A novel decoupling method called TSM is established to deal with the time-dependent RBDO. The first step of the TSM makes the minimum instantaneous reliability index satisfy reliability index target by solving a transformed time-independent RBDO, and the second step helps the time-dependent reliability meet the reliability target by performing time-dependent reliability analysis and deterministic optimization. The key point of the first step is to estimate the shifting vector increment in each iteration. This work employs the gradient in the origin to approximate that of the MPP for efficiently estimating the shifting vector increment. The solutions show that this approximation generally makes little influence on the accurately estimation of the design parameters for the general non-linear problem. After the first step converges, the final optimal design parameter solutions can be obtained by performing deterministic design optimization based on the information from the first step and the time-dependent reliability analysis. Therefore, the second step can be considered as the amendment of the first step. Only a few time-dependent reliability analyses are involved in the whole process of the proposed method.
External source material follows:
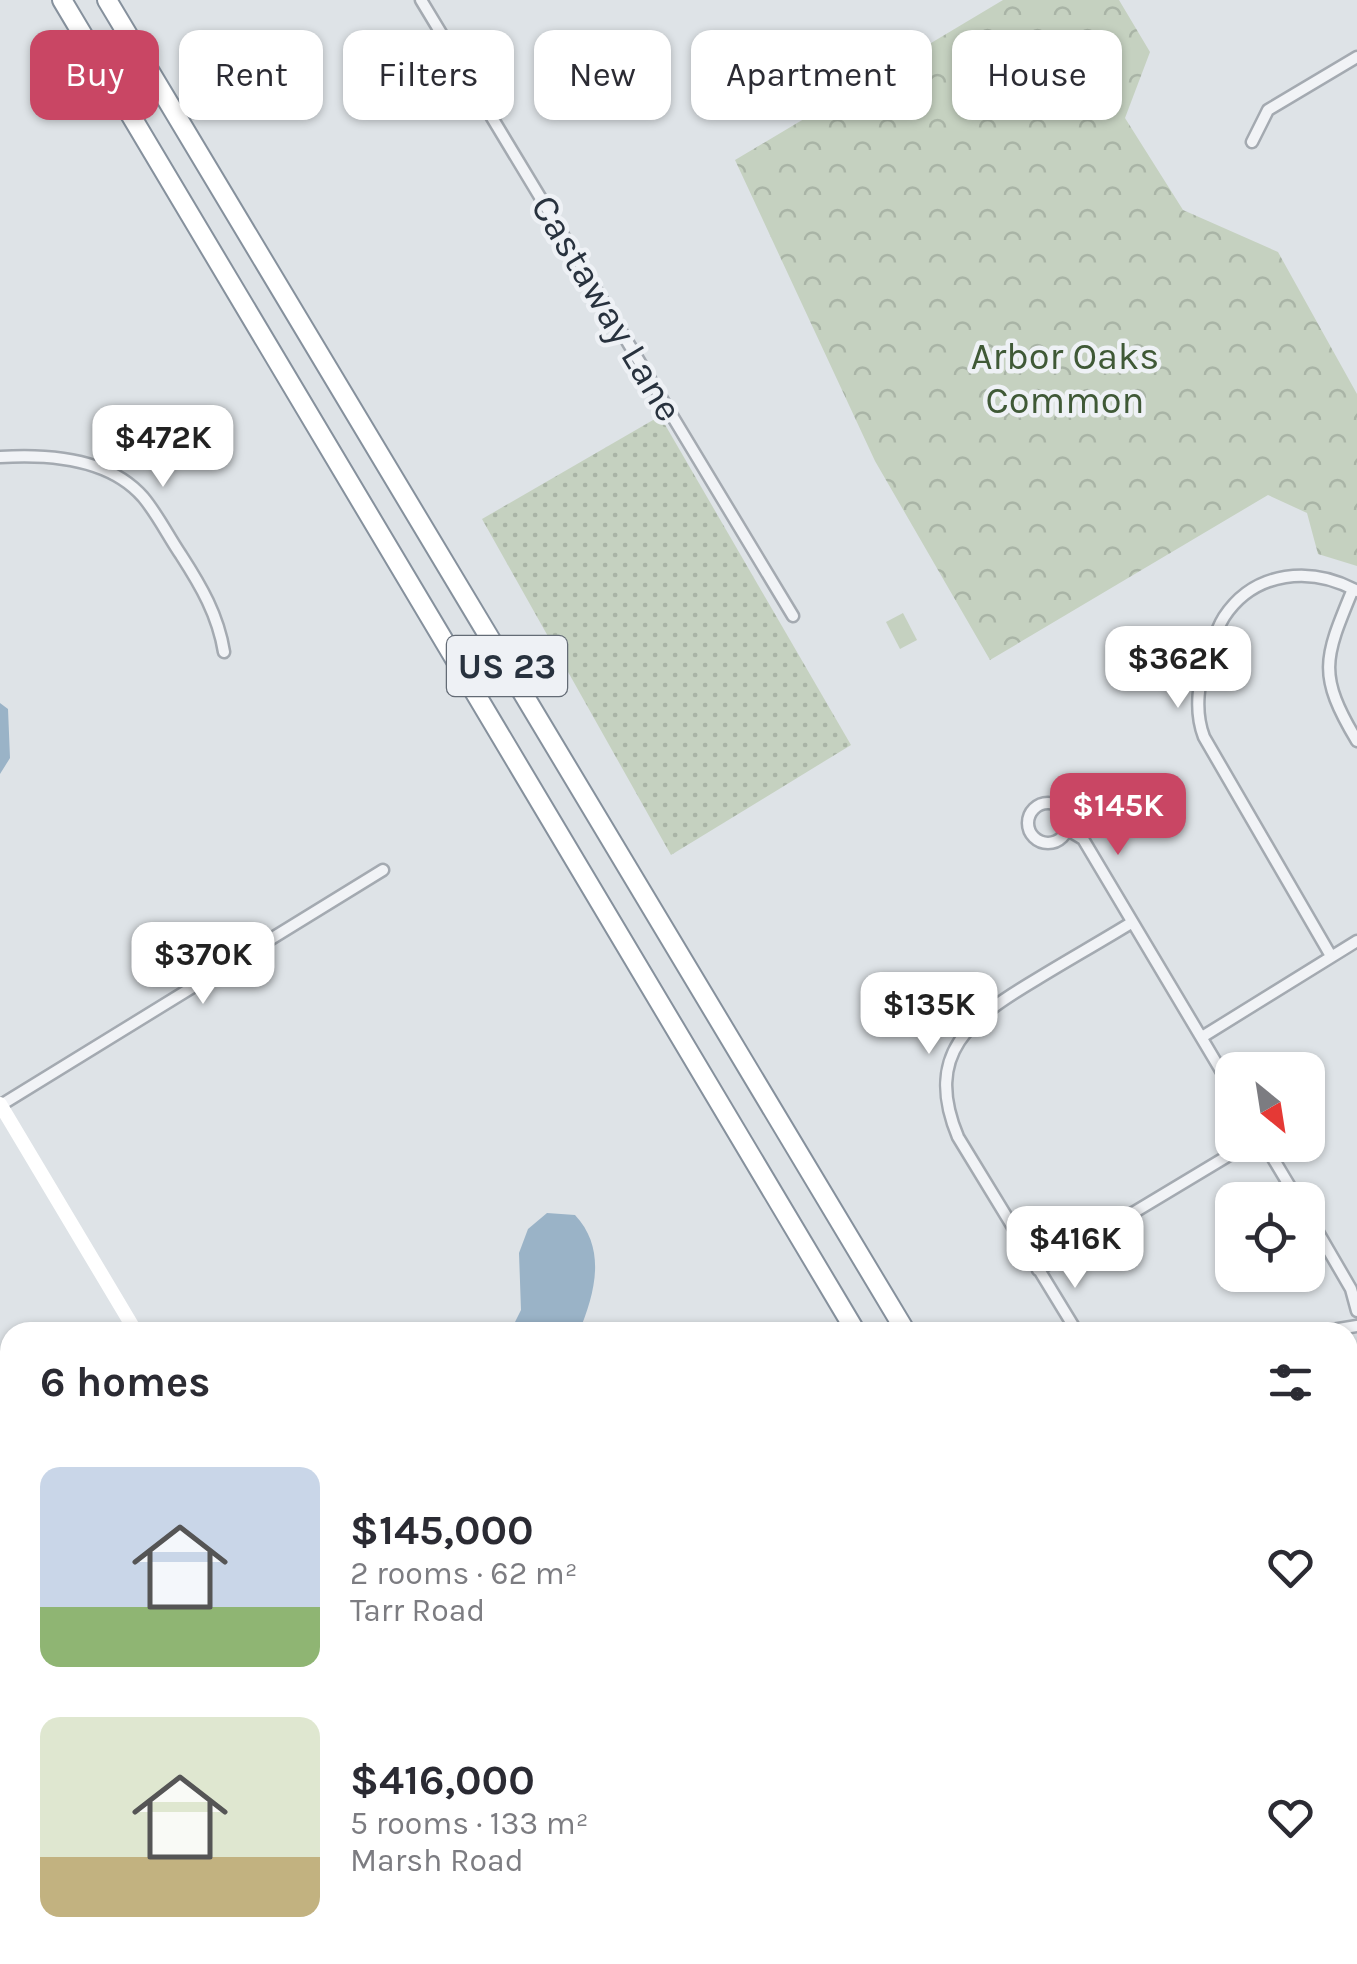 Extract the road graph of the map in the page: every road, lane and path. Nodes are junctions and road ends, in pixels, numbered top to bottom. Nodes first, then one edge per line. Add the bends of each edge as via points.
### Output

Several examples involving a numerical example and two engineering examples are introduced to show the effectiveness of the proposed TSM. The solutions show that the TIEM provide good design parameter solutions for all these applications. By comparing with the TIEM and the DNOM, one can see that the proposed TSM can give an acceptable estimation of the design parameters by using the least computational costs.
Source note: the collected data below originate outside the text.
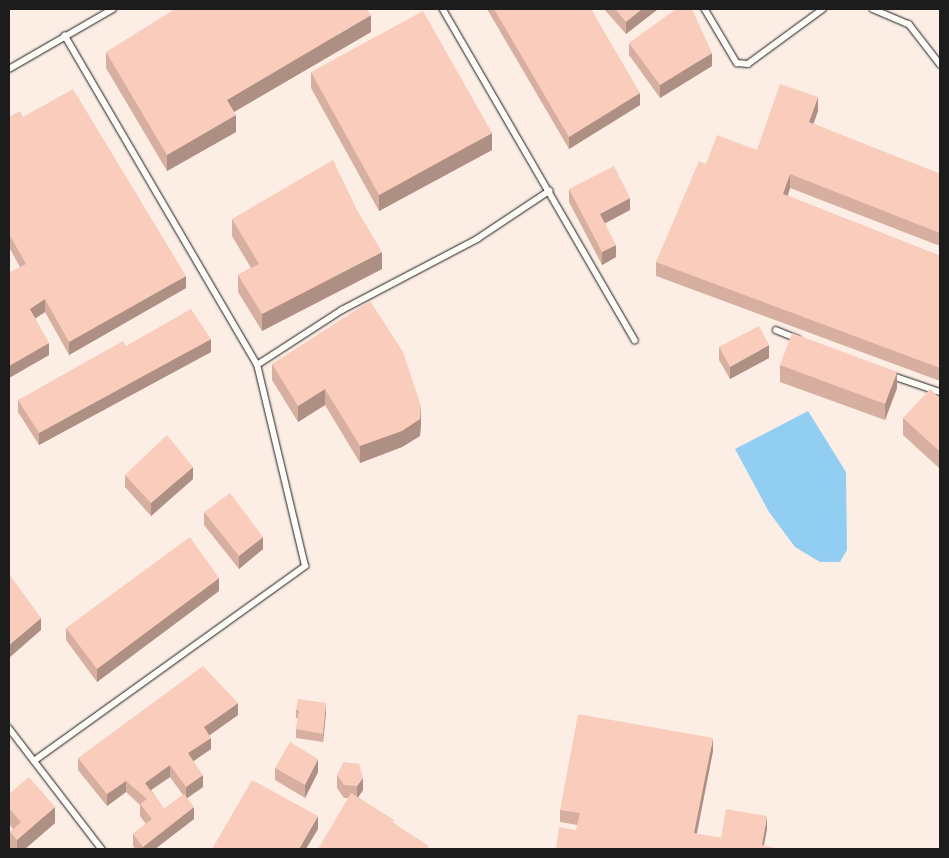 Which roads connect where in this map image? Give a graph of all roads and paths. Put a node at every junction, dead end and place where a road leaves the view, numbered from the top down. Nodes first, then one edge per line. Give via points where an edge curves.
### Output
1 (113, 9) edge
2 (443, 9) edge
3 (705, 9) edge
4 (822, 9) edge
5 (873, 9) edge
6 (65, 36) junction
7 (940, 64) edge
8 (9, 69) edge
9 (549, 192) junction
10 (776, 330) dead end
11 (635, 340) dead end
12 (804, 341) edge
13 (257, 365) junction
14 (887, 374) edge
15 (940, 392) edge
16 (9, 728) edge
17 (34, 761) junction
18 (102, 849) edge

1 - 6 lane
2 - 9 lane
3 - 4 lane via 736,63 748,64
5 - 7 lane via 910,24
6 - 8 lane
6 - 13 lane
9 - 11 lane
9 - 13 lane via 478,239 342,310
10 - 12 lane
13 - 17 lane via 305,566
14 - 15 lane
16 - 17 lane
17 - 18 lane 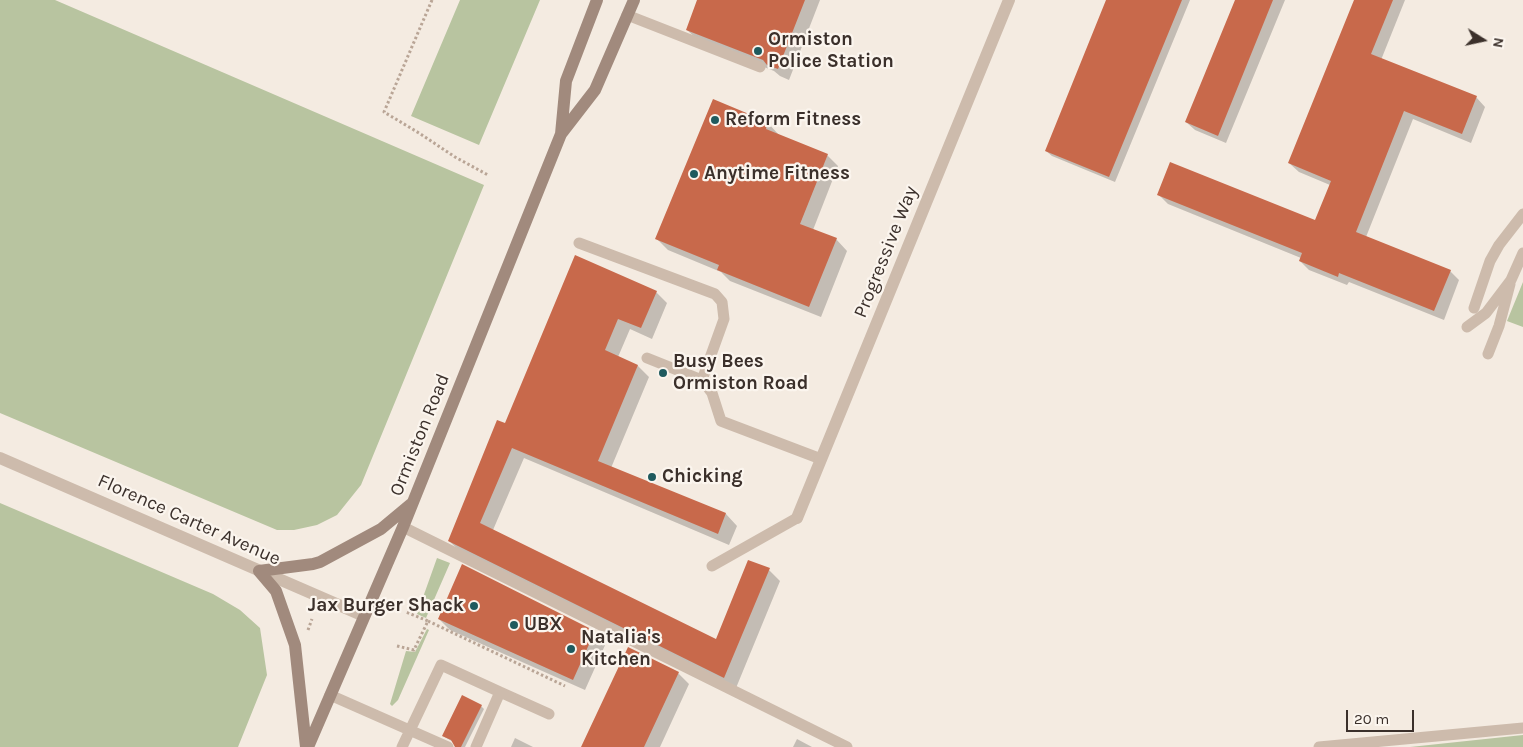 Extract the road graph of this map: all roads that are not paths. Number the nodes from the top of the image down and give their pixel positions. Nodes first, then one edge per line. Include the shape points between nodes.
1 (596, 0) edge
2 (634, 0) edge
3 (1009, 0) edge
4 (627, 15) junction
5 (760, 68) dead end
6 (561, 134) junction
7 (1523, 214) edge
8 (579, 243) dead end
9 (1523, 252) edge
10 (1511, 280) junction
11 (1474, 308) dead end
12 (1466, 327) dead end
13 (1488, 354) dead end
14 (647, 358) dead end
15 (702, 380) junction
16 (0, 458) edge
17 (821, 459) junction
18 (413, 503) junction
19 (797, 518) joint
20 (403, 527) junction
21 (712, 566) dead end
22 (259, 571) junction
23 (364, 616) junction
24 (500, 692) junction
25 (330, 695) junction
26 (549, 714) dead end
27 (1523, 728) edge
28 (410, 730) junction
29 (307, 747) edge
30 (402, 747) edge
31 (448, 747) edge
32 (476, 747) edge
33 (847, 747) edge
34 (1319, 747) edge

1 - 6 main road, Ormiston Road via 566,81
2 - 4 main road, Ormiston Road
3 - 17 street, Progressive Way
4 - 5 lane
4 - 6 main road, Ormiston Road via 595,90
6 - 18 main road, Ormiston Road
7 - 11 lane via 1490,261
8 - 15 lane via 715,294 722,302 724,319
9 - 10 lane
10 - 12 lane via 1486,313
10 - 13 lane
14 - 15 lane
15 - 17 lane via 712,393 721,421
16 - 22 street, Florence Carter Avenue
17 - 19 street, Progressive Way
18 - 20 main road, Ormiston Road
18 - 22 main road via 381,529 320,562
19 - 21 lane
20 - 23 main road, Ormiston Road
20 - 33 lane
22 - 23 street, Florence Carter Avenue
22 - 29 main road via 276,591 295,644
23 - 25 main road, Ormiston Road
24 - 26 lane
24 - 28 lane via 441,665
24 - 32 lane
25 - 28 lane
25 - 29 main road, Ormiston Road
27 - 34 lane
28 - 30 lane
28 - 31 lane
It should be noted that for highly non-linear problem, the proposed TSM may cause large error. This can be avoided by directly using the real gradient in the MPP, but the computational cost will increase. This work just establishes a two-step framework to decouple the time-dependent RBDO, and future study will focus on further improving the computational accuracy and efficiency in dealing with time-dependent RBDO with highly non-linear problem based on this two-step framework by combining several surrogate model techniques (Hu and Mahadevan 2016). At the same time, the proposed TSM is a type of gradient-based optimization method, and it is better to solve the time-dependent RBDO with no more than five design parameters. When the time-dependent RBDO involves high-dimensional design parameters, gradient-based optimization methods may provide locally optimal design parameter solutions. For dealing with this issue, dimension reduction techniques (Sadoughi et al. 2018; Ping et al. 2019) can be combined with the proposed TSM, and this will be our future focus.

8 Replication of results

To further understand the proposed method for time-dependent RBDO and replicate the solutions presented in this paper, the MATLAB codes of the proposed TSM for the numerical example are provided as the supplementary material. Overall concepts and algorithms can be validated and extended through the numerical example.